── TASK DATA ──
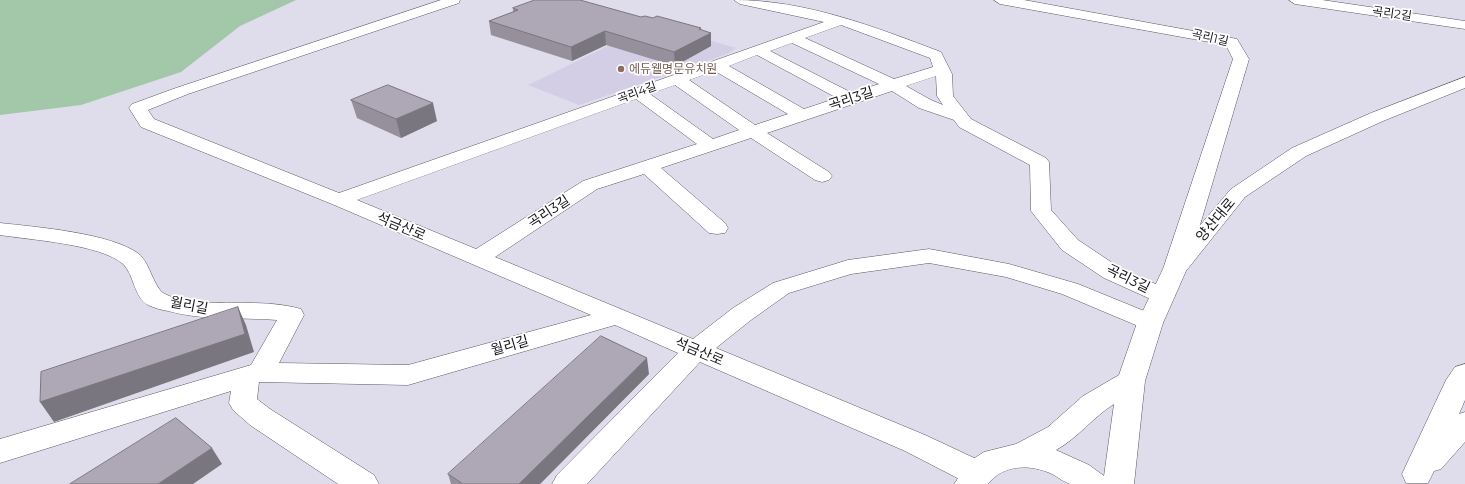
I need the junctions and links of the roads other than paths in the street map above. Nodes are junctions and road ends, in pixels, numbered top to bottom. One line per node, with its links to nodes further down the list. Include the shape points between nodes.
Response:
1 (454, 0): 23 (street, 석금산로, via 138,108 147,123)
2 (740, 0): 6 (street)
3 (1000, 0): 5 (street, 곡리1길)
4 (1295, 0): 7 (street, 곡리2길)
5 (1076, 6): 27 (street, 곡리1길, via 1232,42 1241,59)
6 (839, 22): 8 (street, 곡리4길); 11 (street, via 851,23 936,54)
7 (1465, 25)
8 (793, 38): 9 (street, 곡리4길); 14 (street)
9 (758, 50): 10 (street, 곡리4길); 16 (street)
10 (717, 65): 12 (street, 곡리4길); 17 (street)
11 (942, 69): 14 (street); 18 (street, via 945,96)
12 (677, 79): 15 (street, 곡리4길); 19 (street)
13 (1465, 82): 27 (street, 양산대로, via 1299,152 1238,193)
14 (893, 85): 16 (street, 곡리3길); 18 (street, 곡리3길, via 925,104)
15 (638, 93): 20 (street); 23 (street, 곡리4길)
16 (851, 99): 17 (street, 곡리3길)
17 (802, 115): 19 (street, 곡리3길)
18 (960, 116): 28 (street, 곡리3길, via 965,123 1039,162 1041,211 1070,245 1112,273)
19 (752, 132): 20 (street, 곡리3길); 22 (street)
20 (710, 145): 21 (street, 곡리3길)
21 (647, 166): 24 (street); 26 (street, 곡리3길, via 590,185)
22 (822, 176)
23 (339, 200): 26 (street, 석금산로)
24 (717, 228)
25 (0, 229): 32 (street, 월리길, via 80,241 114,249 132,260 155,299 178,307 220,312 277,311 292,315)
26 (476, 259): 29 (street, 석금산로)
27 (1176, 269): 28 (street, 양산대로)
28 (1163, 296): 30 (street, 양산대로)
29 (615, 317): 31 (street, 석금산로); 32 (street, 월리길, via 408,375)
30 (1150, 323): 31 (street, via 1062,287 1009,271 929,256 848,267 781,288); 34 (street, 양산대로)
31 (696, 350): 38 (street, 석금산로, via 915,444); 41 (street)
32 (253, 374): 36 (street, 월리길); 40 (street, via 243,403 260,417)
33 (1465, 374): 39 (street)
34 (1131, 381): 37 (street, via 1093,403 1058,435); 43 (street, 양산대로)
35 (1465, 423): 39 (street)
36 (0, 451)
37 (1021, 455): 38 (street, via 1003,457 987,463); 42 (street, via 1043,457 1065,465)
38 (973, 479)
39 (1412, 479)
40 (363, 484)
41 (568, 484)
42 (1092, 484)
43 (1118, 484)

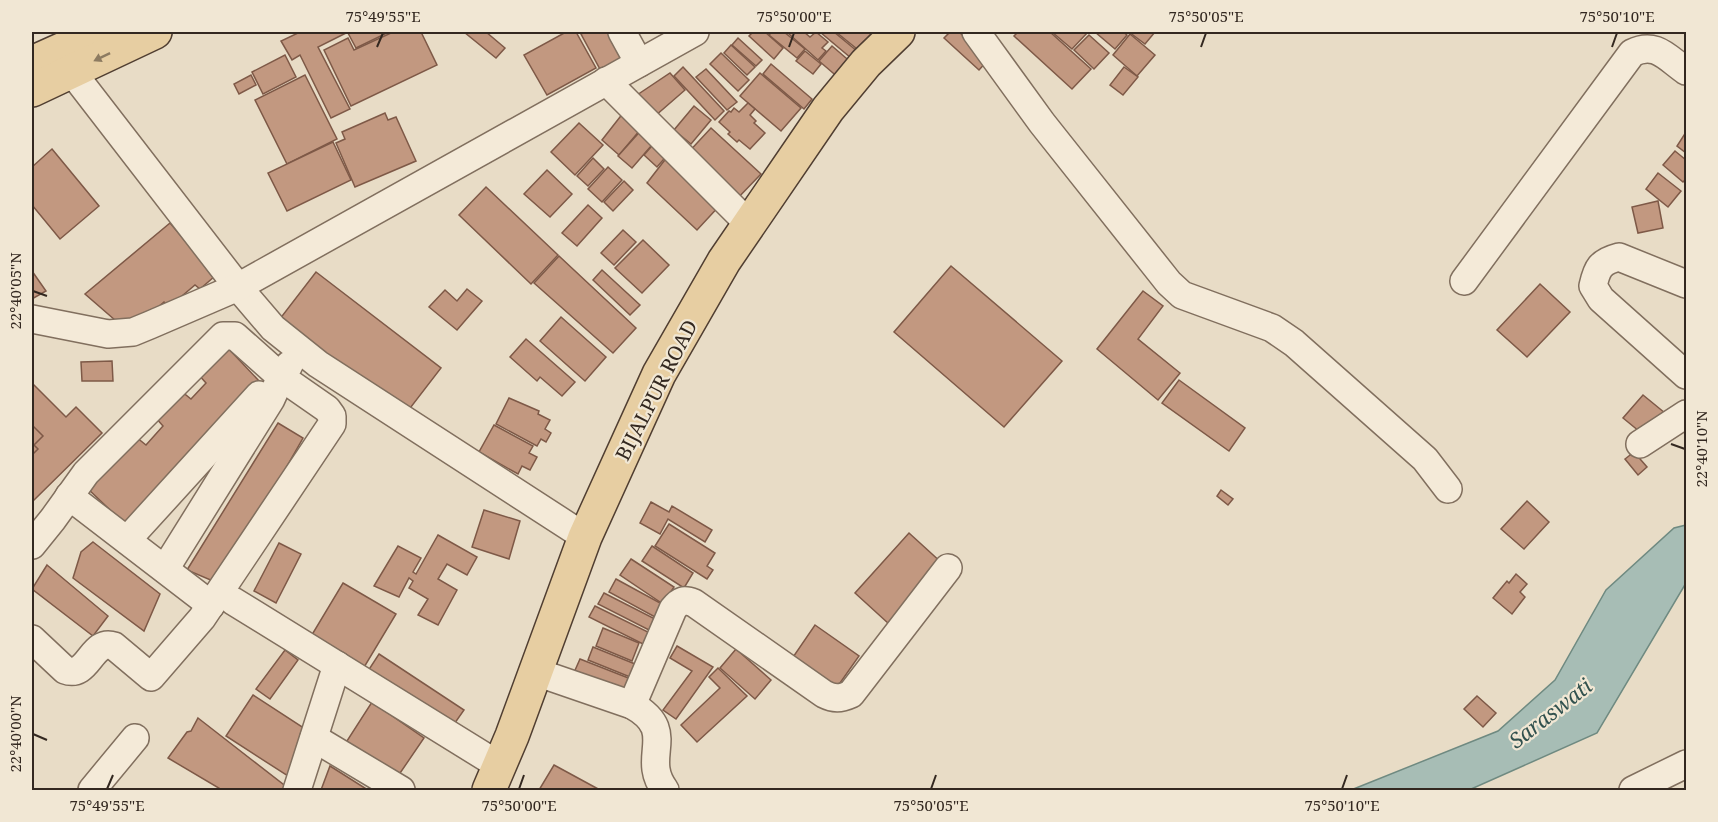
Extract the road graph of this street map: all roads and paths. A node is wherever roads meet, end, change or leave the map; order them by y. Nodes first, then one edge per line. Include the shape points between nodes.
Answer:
1 (101, 32) edge
2 (155, 32) edge
3 (622, 32) edge
4 (695, 32) edge
5 (898, 32) edge
6 (976, 32) edge
7 (32, 63) edge
8 (639, 63) junction
9 (1686, 71) edge
10 (72, 72) junction
11 (606, 81) junction
12 (32, 90) edge
13 (749, 224) junction
14 (1464, 281) dead end
15 (1686, 284) edge
16 (238, 287) junction
17 (32, 319) edge
18 (291, 361) junction
19 (1686, 375) edge
20 (1686, 414) edge
21 (1640, 444) dead end
22 (1448, 489) dead end
23 (69, 496) junction
24 (585, 537) junction
25 (127, 540) junction
26 (32, 545) edge
27 (948, 568) dead end
28 (165, 569) junction
29 (222, 603) junction
30 (32, 639) edge
31 (337, 665) junction
32 (536, 672) junction
33 (632, 705) junction
34 (135, 738) dead end
35 (314, 738) junction
36 (1686, 764) edge
37 (494, 778) edge
38 (92, 790) edge
39 (297, 790) edge
40 (401, 790) edge
41 (665, 790) edge
42 (1633, 790) edge

1 - 7 main road
2 -> 10 main road
3 - 8 street
4 - 8 street
5 - 13 main road, BIJALPUR ROAD via 828,109
6 - 22 street via 1042,123 1169,283 1182,295 1272,328 1294,343 1425,459
8 - 11 street
9 - 14 street via 1655,49 1643,47 1632,53
10 - 12 main road
10 - 16 street
11 - 13 street
11 - 16 street
13 - 24 main road, BIJALPUR ROAD via 659,374
15 - 19 street via 1619,257 1596,270 1593,286 1601,299
16 - 17 street via 133,332 108,334
16 - 18 street via 273,328
18 - 23 street via 235,336 223,336 86,473
18 - 24 street via 318,364
18 - 25 street
18 - 28 street
18 - 29 street via 332,416 332,424
20 - 21 street
23 - 25 street
23 - 26 street
24 - 32 main road, BIJALPUR ROAD
25 - 28 street
27 - 33 street via 851,694 842,698 824,694 686,600 673,609
28 - 29 street
29 - 30 street via 202,618 151,677 107,644 101,645 80,670 71,673
29 - 31 street
31 - 35 street
31 - 37 street
32 - 33 street
32 - 37 main road, BIJALPUR ROAD
33 - 41 street via 654,722 655,771
34 - 38 street
35 - 39 street
35 - 40 street
36 - 42 street

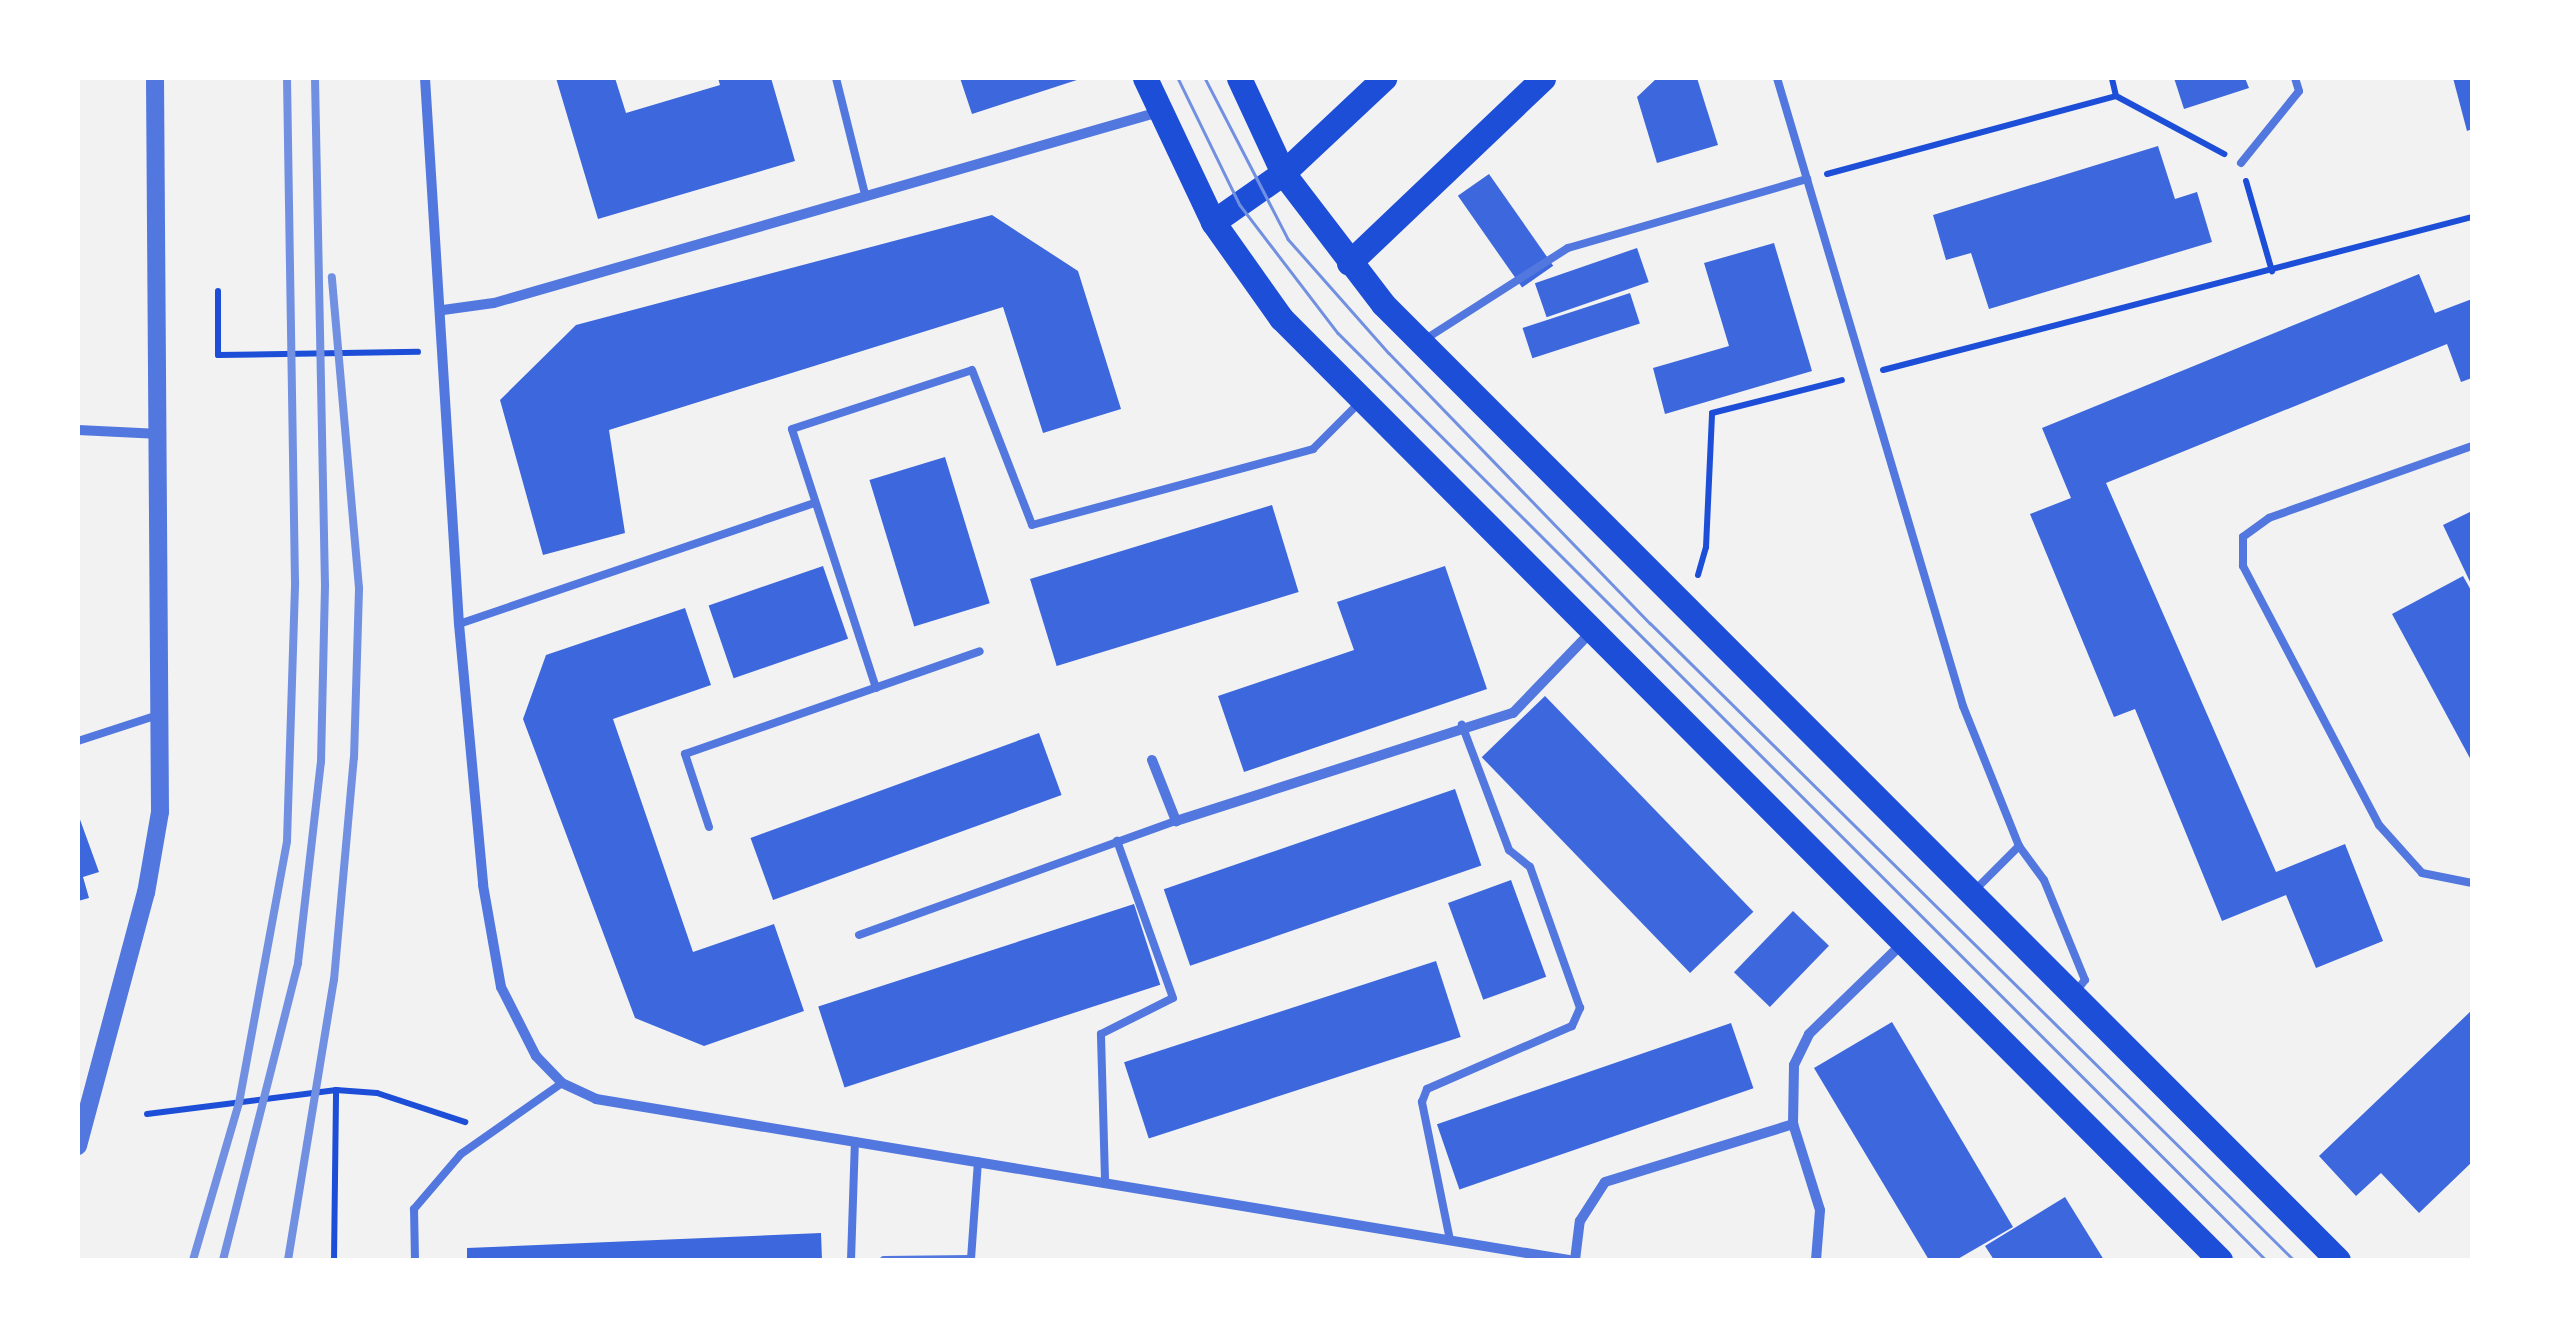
───
▶ WHAT IS BEING ASKED
Return each line among the entries that holds the word "BIJALPUR".

▶ REPLY TO THE EXERCISE
5 - 13 main road, BIJALPUR ROAD via 828,109
13 - 24 main road, BIJALPUR ROAD via 659,374
24 - 32 main road, BIJALPUR ROAD
32 - 37 main road, BIJALPUR ROAD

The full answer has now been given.